Çalak, kıskançlık ve öfkenin sevgi odaklı bir süreçle dönüştürülebileceğini savunur. Psikanalitik açıdan, bu dönüşüm, Klein’ın “depresif pozisyon”unda sevgi nesnesini koruma ve şükran duygusu geliştirme çabasıyla ilişkilidir.

  • Sevgiyle Dengeleme:
    • Çalak, kıskançlığın sevgiyle dengelendiğinde öfkenin azalacağını belirtir (s. 76). Örneğin, bir eşin kıskançlığı, güven ve iletişimle çözülürse, öfke yapıcı bir diyaloğa dönüşebilir.
    • Örnek: Bir kadın, eşinin başka bir kadınla konuşmasına kıskanır, ancak öfkesini ifade etmek yerine açık bir sohbet başlatır ve bu, ilişkiyi güçlendirir.
  • Güvenli Bağlanma:
    • Çalak, bebeklikte annenin sevgiyle bağlanmasının kıskançlık ve öfkeyi azalttığını belirtir (s. 14). Yetişkinlikte, güvenli ilişkiler bu duyguları dönüştürür.
    • Örnek: Bir erkek, sevgilisinin başka biriyle vakit geçirmesine kıskanır, ancak sevgilisinin bağlılığına güvenerek öfkesini kontrol eder.
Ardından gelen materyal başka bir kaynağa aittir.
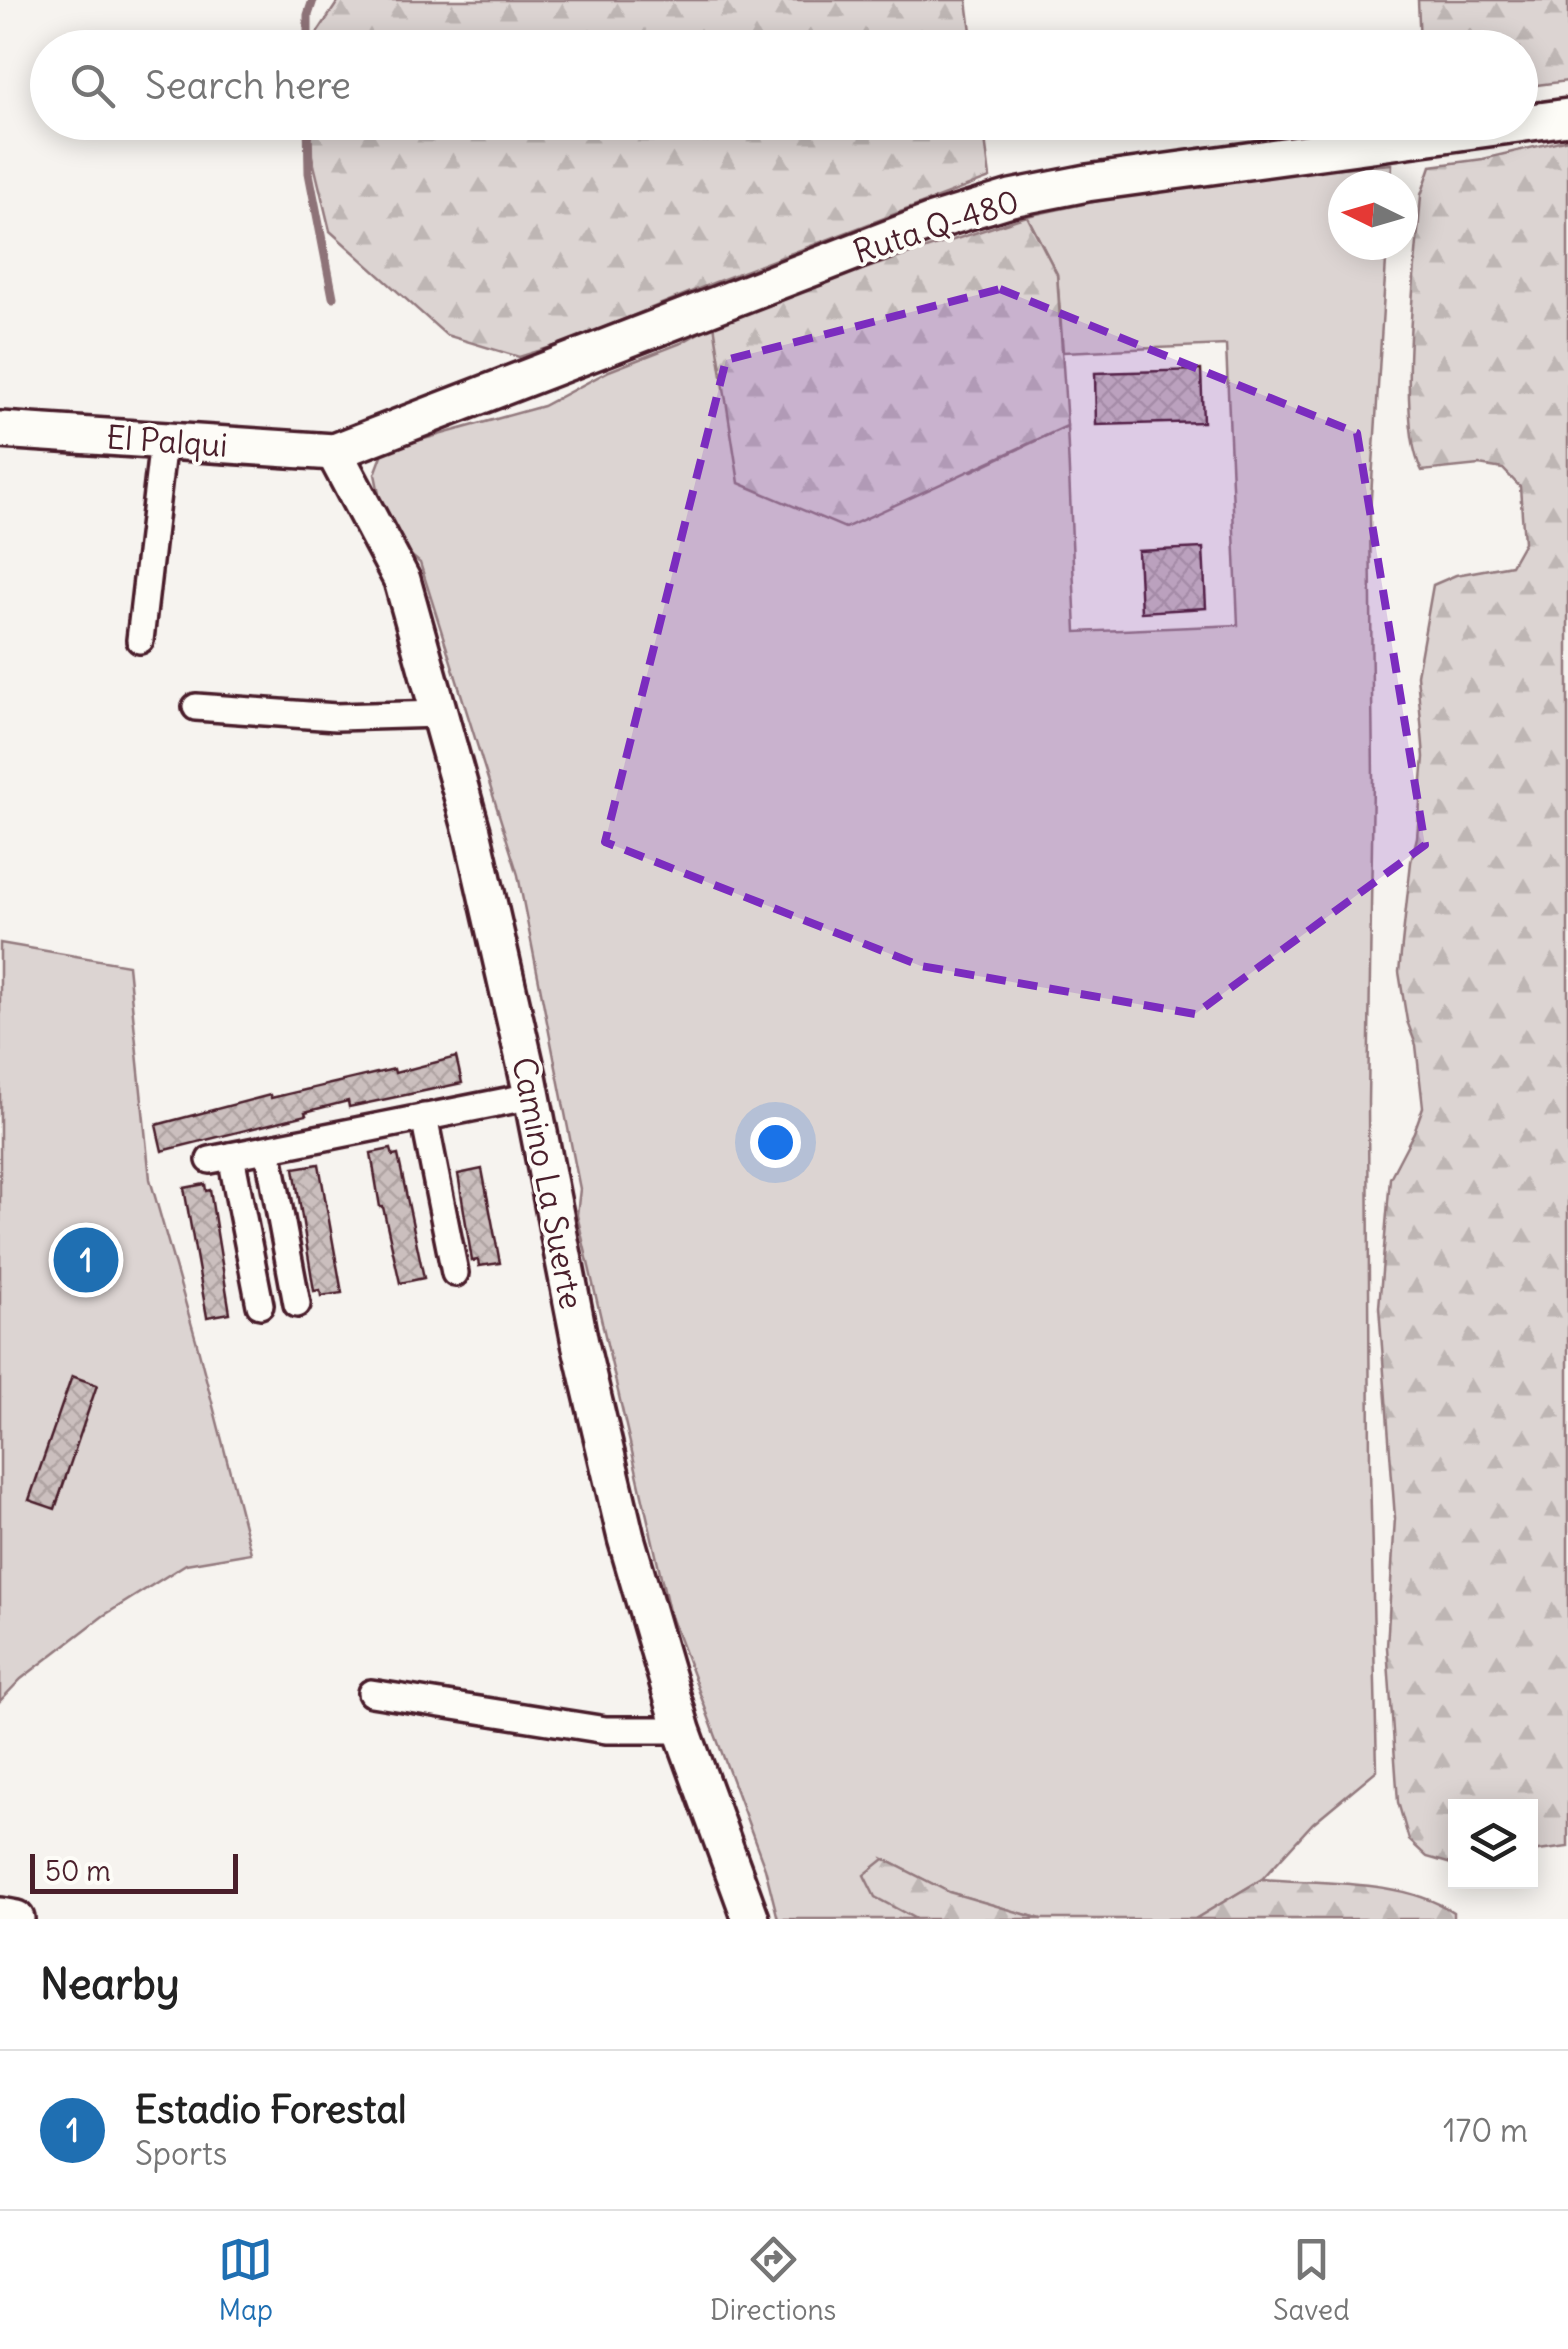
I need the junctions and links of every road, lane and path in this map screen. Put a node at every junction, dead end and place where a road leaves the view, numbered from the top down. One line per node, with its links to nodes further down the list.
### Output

4. Kıskançlık ve Öfkeyi Dönüştürme Önerileri

Çalak’ın önerileri ışığında, kıskançlık ve öfkeyi yönetmek için şu adımlar uygulanabilir:

  • Farkındalık: Kıskançlığın kaynağını (örneğin, yetersizlik hissi veya terk edilme korkusu) anlamak, öfkeyi azaltır. Çalak, duyguları gözlemlemeyi önerir (s. 81).
    • Örnek: Eşinizin bir iş arkadaşına yakınlığına öfkeleniyorsanız, bu öfkenin kendi güvensizliğinizden kaynaklanıp kaynaklanmadığını sorgulayın.
  • İletişim: Kıskançlığı açıkça ifade etmek, öfkenin yıkıcı hale gelmesini önler. Çalak, sevgiyle iletişimin önemini vurgular (s. 76).
    • Örnek: Öfkeyle suçlamak yerine, “Senin başkasıyla yakın olman beni rahatsız ediyor” diyerek duygularınızı paylaşın.
  • Öz-değer Geliştirme: Çalak, kendi yeterliliklerini artırmanın kıskançlığı azalttığını belirtir (s. 75). Öfke, kendi değerinize odaklanarak yatışabilir.
    • Örnek: Bir rakibin başarısına kıskanıyorsanız, kendi hedeflerinize odaklanarak öfkeyi motivasyona çevirin.

Sonuç

Kıskançlık ve öfke, Çalak’ın İçimizdeki Magma: Haset kitabında, sevgi nesnesini kaybetme korkusunun öfkeye dönüşmesiyle bağlantılı olarak ele alınır. Kıskançlık, üçlü bir dinamikle öfkeyi tetikler ve bu öfke, cinsiyet dinamikleri (kadınlarda sahiplenme, erkeklerde kontrol) ve toplumsal bağlamla şekillenir. Çalak’ın sevgi odaklı dönüşüm önerisi, kıskançlık ve öfkenin yapıcı bir güce çevrilebileceğini gösterir; ancak diziler genellikle yıkıcı yönleri vurgular. Farkındalık, iletişim ve öz-değer, bu duyguları dönüştürmenin anahtarıdır.